> **HOW TO COMPLETE THIS TASK**:
Nothing should differ. Repeat every record as written.

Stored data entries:

╔══

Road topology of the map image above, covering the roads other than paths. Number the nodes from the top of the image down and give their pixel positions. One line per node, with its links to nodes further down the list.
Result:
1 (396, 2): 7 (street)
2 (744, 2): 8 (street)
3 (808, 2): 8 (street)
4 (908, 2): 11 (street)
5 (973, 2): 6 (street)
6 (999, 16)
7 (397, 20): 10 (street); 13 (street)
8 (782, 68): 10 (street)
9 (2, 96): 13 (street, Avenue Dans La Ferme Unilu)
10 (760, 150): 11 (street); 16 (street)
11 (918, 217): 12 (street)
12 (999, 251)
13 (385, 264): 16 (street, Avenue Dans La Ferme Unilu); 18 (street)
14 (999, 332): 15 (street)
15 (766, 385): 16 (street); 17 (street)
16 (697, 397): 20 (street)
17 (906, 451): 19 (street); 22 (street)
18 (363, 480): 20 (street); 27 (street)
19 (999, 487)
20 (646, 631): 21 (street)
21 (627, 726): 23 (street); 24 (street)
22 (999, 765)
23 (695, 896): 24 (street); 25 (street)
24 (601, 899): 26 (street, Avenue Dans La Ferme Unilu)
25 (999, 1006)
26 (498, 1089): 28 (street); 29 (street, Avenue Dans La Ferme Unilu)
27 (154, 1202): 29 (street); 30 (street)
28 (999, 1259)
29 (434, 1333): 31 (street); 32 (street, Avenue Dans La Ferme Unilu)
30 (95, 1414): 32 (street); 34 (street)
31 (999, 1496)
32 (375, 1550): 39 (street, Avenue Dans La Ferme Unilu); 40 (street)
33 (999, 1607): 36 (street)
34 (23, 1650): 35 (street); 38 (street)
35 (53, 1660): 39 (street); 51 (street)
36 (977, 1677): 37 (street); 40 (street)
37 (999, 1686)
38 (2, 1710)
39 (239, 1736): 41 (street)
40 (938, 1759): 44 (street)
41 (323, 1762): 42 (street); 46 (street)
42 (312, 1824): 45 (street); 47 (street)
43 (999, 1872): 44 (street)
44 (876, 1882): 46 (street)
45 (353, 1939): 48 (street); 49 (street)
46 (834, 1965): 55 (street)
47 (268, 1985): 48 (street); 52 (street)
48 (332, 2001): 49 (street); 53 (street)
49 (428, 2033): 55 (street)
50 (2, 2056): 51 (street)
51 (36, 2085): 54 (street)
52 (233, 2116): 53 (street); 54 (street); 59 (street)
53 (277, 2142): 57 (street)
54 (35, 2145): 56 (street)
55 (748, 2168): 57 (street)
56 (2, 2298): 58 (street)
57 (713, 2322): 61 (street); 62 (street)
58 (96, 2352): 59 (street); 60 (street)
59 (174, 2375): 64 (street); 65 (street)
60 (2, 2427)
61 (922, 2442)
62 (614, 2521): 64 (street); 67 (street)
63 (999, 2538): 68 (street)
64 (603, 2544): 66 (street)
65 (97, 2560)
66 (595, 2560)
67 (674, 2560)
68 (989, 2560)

╚══

> **RESPONSE AREA**:
Road topology of the map image above, covering the roads other than paths. Number the nodes from the top of the image down and give their pixel positions. One line per node, with its links to nodes further down the list.
Result:
1 (396, 2): 7 (street)
2 (744, 2): 8 (street)
3 (808, 2): 8 (street)
4 (908, 2): 11 (street)
5 (973, 2): 6 (street)
6 (999, 16)
7 (397, 20): 10 (street); 13 (street)
8 (782, 68): 10 (street)
9 (2, 96): 13 (street, Avenue Dans La Ferme Unilu)
10 (760, 150): 11 (street); 16 (street)
11 (918, 217): 12 (street)
12 (999, 251)
13 (385, 264): 16 (street, Avenue Dans La Ferme Unilu); 18 (street)
14 (999, 332): 15 (street)
15 (766, 385): 16 (street); 17 (street)
16 (697, 397): 20 (street)
17 (906, 451): 19 (street); 22 (street)
18 (363, 480): 20 (street); 27 (street)
19 (999, 487)
20 (646, 631): 21 (street)
21 (627, 726): 23 (street); 24 (street)
22 (999, 765)
23 (695, 896): 24 (street); 25 (street)
24 (601, 899): 26 (street, Avenue Dans La Ferme Unilu)
25 (999, 1006)
26 (498, 1089): 28 (street); 29 (street, Avenue Dans La Ferme Unilu)
27 (154, 1202): 29 (street); 30 (street)
28 (999, 1259)
29 (434, 1333): 31 (street); 32 (street, Avenue Dans La Ferme Unilu)
30 (95, 1414): 32 (street); 34 (street)
31 (999, 1496)
32 (375, 1550): 39 (street, Avenue Dans La Ferme Unilu); 40 (street)
33 (999, 1607): 36 (street)
34 (23, 1650): 35 (street); 38 (street)
35 (53, 1660): 39 (street); 51 (street)
36 (977, 1677): 37 (street); 40 (street)
37 (999, 1686)
38 (2, 1710)
39 (239, 1736): 41 (street)
40 (938, 1759): 44 (street)
41 (323, 1762): 42 (street); 46 (street)
42 (312, 1824): 45 (street); 47 (street)
43 (999, 1872): 44 (street)
44 (876, 1882): 46 (street)
45 (353, 1939): 48 (street); 49 (street)
46 (834, 1965): 55 (street)
47 (268, 1985): 48 (street); 52 (street)
48 (332, 2001): 49 (street); 53 (street)
49 (428, 2033): 55 (street)
50 (2, 2056): 51 (street)
51 (36, 2085): 54 (street)
52 (233, 2116): 53 (street); 54 (street); 59 (street)
53 (277, 2142): 57 (street)
54 (35, 2145): 56 (street)
55 (748, 2168): 57 (street)
56 (2, 2298): 58 (street)
57 (713, 2322): 61 (street); 62 (street)
58 (96, 2352): 59 (street); 60 (street)
59 (174, 2375): 64 (street); 65 (street)
60 (2, 2427)
61 (922, 2442)
62 (614, 2521): 64 (street); 67 (street)
63 (999, 2538): 68 (street)
64 (603, 2544): 66 (street)
65 (97, 2560)
66 (595, 2560)
67 (674, 2560)
68 (989, 2560)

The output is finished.